-- Provided information --

○ ○ ○ ○ ○

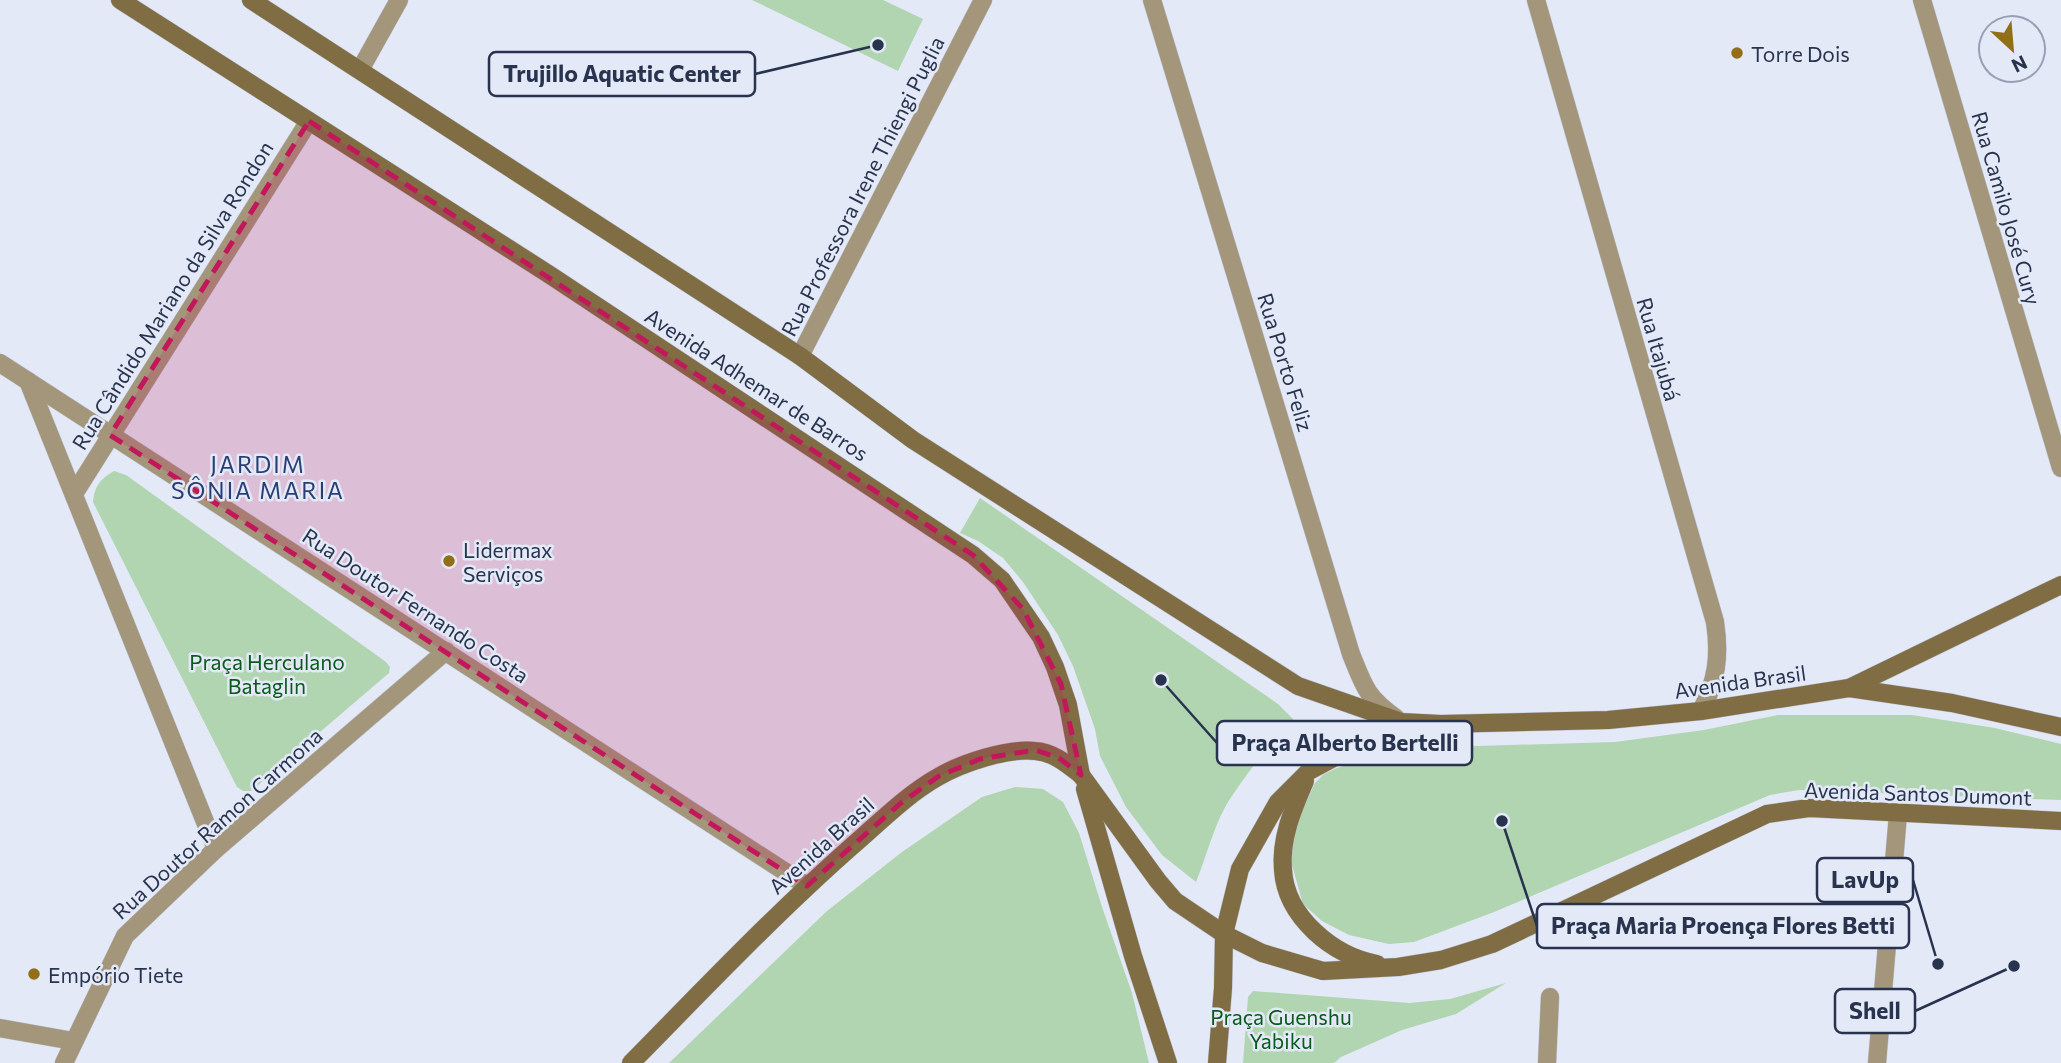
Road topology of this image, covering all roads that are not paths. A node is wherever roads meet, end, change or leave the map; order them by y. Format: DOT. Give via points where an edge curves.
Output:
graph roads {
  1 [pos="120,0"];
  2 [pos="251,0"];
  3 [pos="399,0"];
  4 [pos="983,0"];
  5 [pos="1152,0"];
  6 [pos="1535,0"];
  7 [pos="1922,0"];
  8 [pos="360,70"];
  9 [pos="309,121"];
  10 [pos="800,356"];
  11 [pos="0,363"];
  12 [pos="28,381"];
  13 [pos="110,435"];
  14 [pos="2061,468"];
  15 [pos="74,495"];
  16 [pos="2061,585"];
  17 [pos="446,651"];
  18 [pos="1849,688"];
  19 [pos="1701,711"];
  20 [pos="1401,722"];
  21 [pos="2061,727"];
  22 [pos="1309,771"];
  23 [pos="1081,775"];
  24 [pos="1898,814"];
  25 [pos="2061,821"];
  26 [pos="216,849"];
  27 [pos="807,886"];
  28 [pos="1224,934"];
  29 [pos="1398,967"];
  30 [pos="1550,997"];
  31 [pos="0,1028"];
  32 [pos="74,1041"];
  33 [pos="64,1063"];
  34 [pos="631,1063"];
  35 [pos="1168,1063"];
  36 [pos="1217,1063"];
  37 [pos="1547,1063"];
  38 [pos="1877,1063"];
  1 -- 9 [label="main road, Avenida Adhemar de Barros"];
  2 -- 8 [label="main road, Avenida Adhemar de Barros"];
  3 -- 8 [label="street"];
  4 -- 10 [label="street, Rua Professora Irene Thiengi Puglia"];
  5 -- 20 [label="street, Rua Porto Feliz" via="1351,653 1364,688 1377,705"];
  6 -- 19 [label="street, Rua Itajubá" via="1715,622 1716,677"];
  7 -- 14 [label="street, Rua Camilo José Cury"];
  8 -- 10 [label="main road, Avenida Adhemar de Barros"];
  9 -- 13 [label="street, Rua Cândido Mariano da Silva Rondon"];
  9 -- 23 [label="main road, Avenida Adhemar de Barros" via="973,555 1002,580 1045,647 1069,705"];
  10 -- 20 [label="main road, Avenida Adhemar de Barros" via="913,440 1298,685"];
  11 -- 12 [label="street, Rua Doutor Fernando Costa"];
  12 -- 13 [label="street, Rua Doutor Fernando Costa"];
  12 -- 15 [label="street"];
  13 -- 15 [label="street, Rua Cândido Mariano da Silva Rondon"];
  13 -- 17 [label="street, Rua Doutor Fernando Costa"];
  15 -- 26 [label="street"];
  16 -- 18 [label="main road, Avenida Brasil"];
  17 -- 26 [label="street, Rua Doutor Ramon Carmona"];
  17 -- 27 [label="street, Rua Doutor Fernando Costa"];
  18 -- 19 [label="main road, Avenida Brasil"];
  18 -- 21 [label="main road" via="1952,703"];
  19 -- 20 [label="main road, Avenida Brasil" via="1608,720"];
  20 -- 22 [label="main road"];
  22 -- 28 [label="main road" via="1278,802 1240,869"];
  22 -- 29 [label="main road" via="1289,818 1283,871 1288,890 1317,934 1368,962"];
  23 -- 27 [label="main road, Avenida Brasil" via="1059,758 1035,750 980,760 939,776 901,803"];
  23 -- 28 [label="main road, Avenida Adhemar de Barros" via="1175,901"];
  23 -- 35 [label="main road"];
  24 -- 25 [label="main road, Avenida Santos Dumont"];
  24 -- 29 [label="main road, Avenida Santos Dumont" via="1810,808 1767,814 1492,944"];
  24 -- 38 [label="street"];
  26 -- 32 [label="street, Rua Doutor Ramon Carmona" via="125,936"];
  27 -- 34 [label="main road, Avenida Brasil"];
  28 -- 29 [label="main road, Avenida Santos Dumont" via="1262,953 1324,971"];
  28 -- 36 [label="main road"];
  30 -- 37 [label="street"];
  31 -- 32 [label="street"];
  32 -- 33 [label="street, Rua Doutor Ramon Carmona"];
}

○ ○ ○ ○ ○

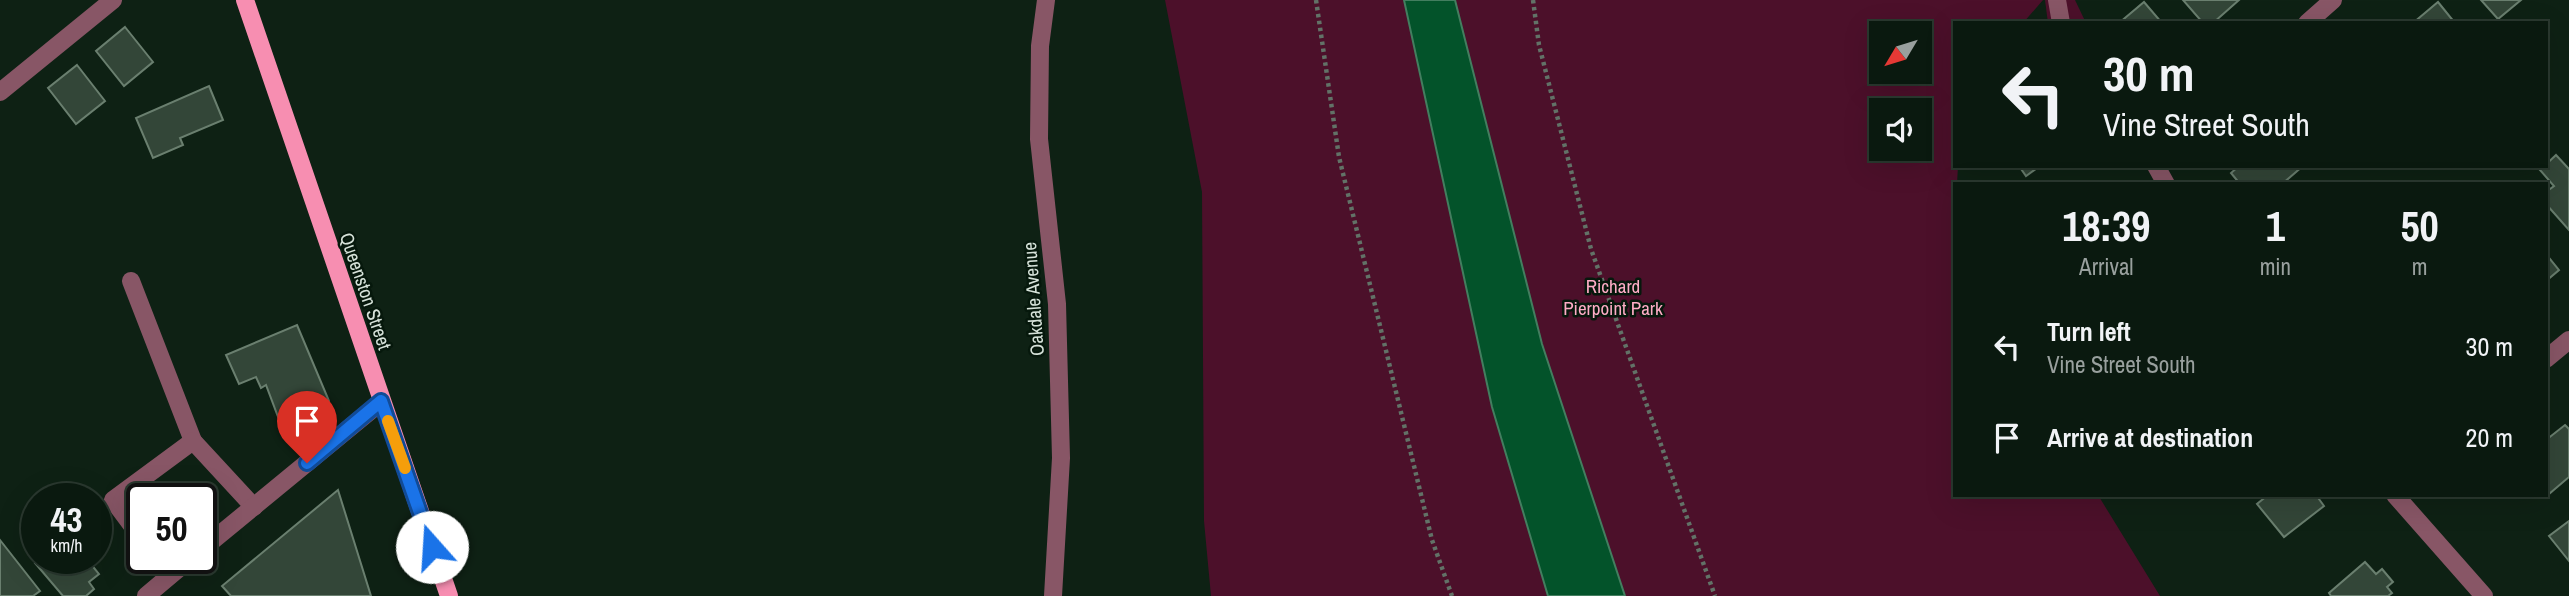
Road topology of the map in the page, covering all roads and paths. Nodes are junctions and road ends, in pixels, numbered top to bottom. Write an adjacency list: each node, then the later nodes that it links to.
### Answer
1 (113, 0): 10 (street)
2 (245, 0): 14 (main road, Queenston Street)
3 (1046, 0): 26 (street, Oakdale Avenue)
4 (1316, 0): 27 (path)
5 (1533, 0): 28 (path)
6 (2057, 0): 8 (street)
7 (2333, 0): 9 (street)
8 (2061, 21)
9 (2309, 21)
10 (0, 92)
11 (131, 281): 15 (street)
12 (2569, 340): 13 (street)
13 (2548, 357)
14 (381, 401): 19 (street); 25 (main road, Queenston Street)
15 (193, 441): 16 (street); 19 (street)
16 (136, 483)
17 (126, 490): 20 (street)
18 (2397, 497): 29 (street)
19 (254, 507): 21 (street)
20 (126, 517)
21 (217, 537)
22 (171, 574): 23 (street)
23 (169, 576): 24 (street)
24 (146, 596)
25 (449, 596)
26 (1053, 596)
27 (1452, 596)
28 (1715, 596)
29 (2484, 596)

○ ○ ○ ○ ○

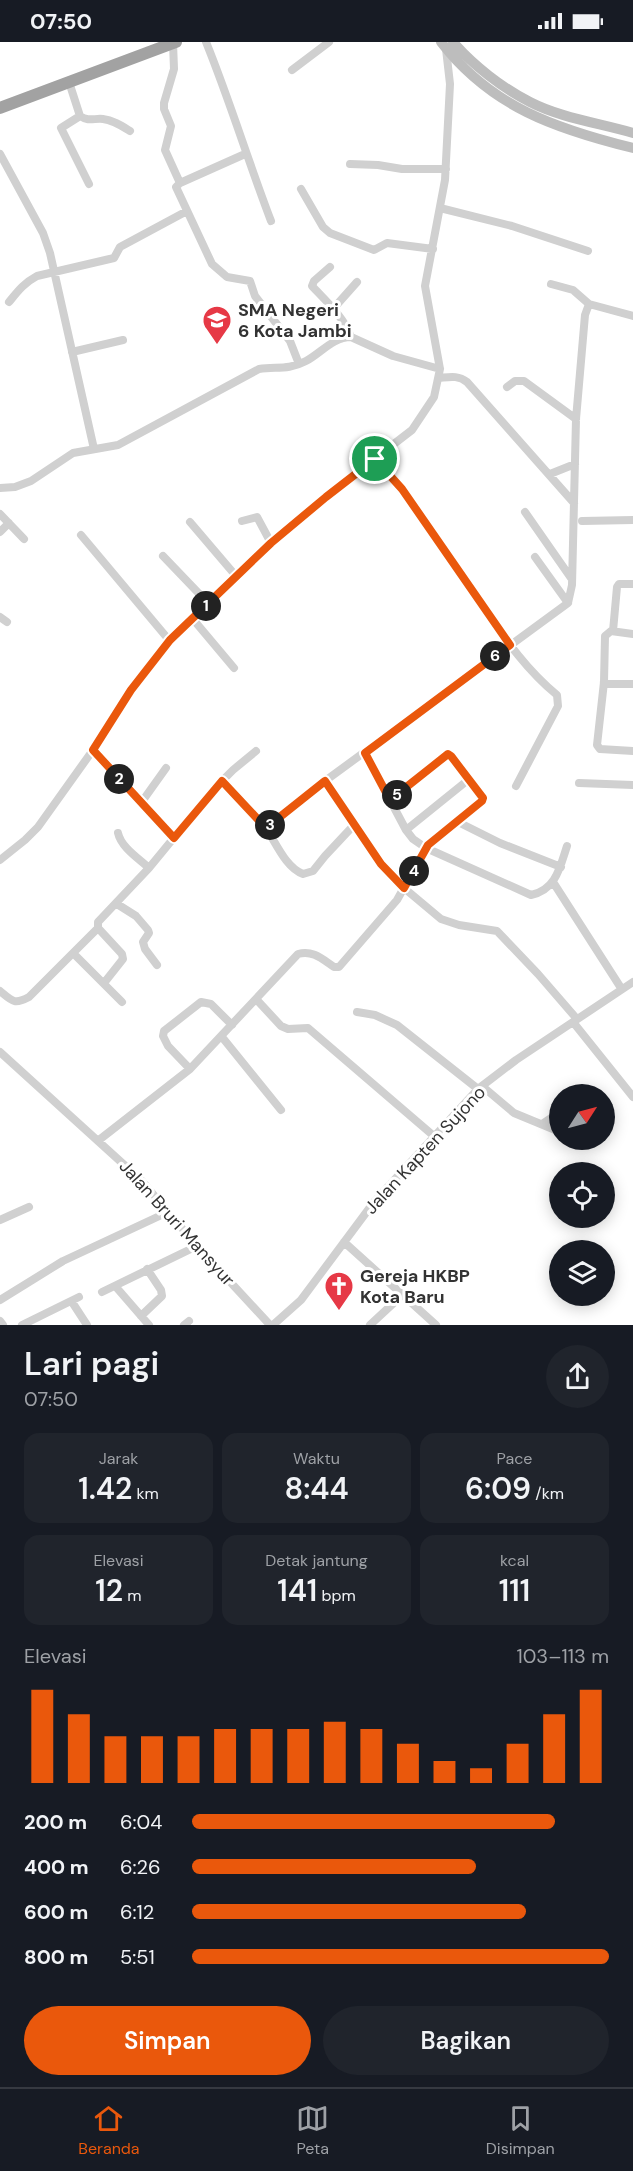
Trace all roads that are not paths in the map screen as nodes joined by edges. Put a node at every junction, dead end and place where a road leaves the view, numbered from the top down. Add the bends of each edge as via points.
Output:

○ ○ ○ ○ ○

Wherever a line of the data above contains "node", copy that line.

Road topology of this image, covering all roads that are not paths. A node is wherever roads meet, end, change or leave the map; order them by y. Format: DOT. Give via points where an edge curves.
Road topology of the map in the page, covering all roads and paths. Nodes are junctions and road ends, in pixels, numbered top to bottom. Write an adjacency list: each node, then the later nodes that it links to.
Trace all roads that are not paths in the map screen as nodes joined by edges. Put a node at every junction, dead end and place where a road leaves the view, numbered from the top down. Add the bends of each edge as via points.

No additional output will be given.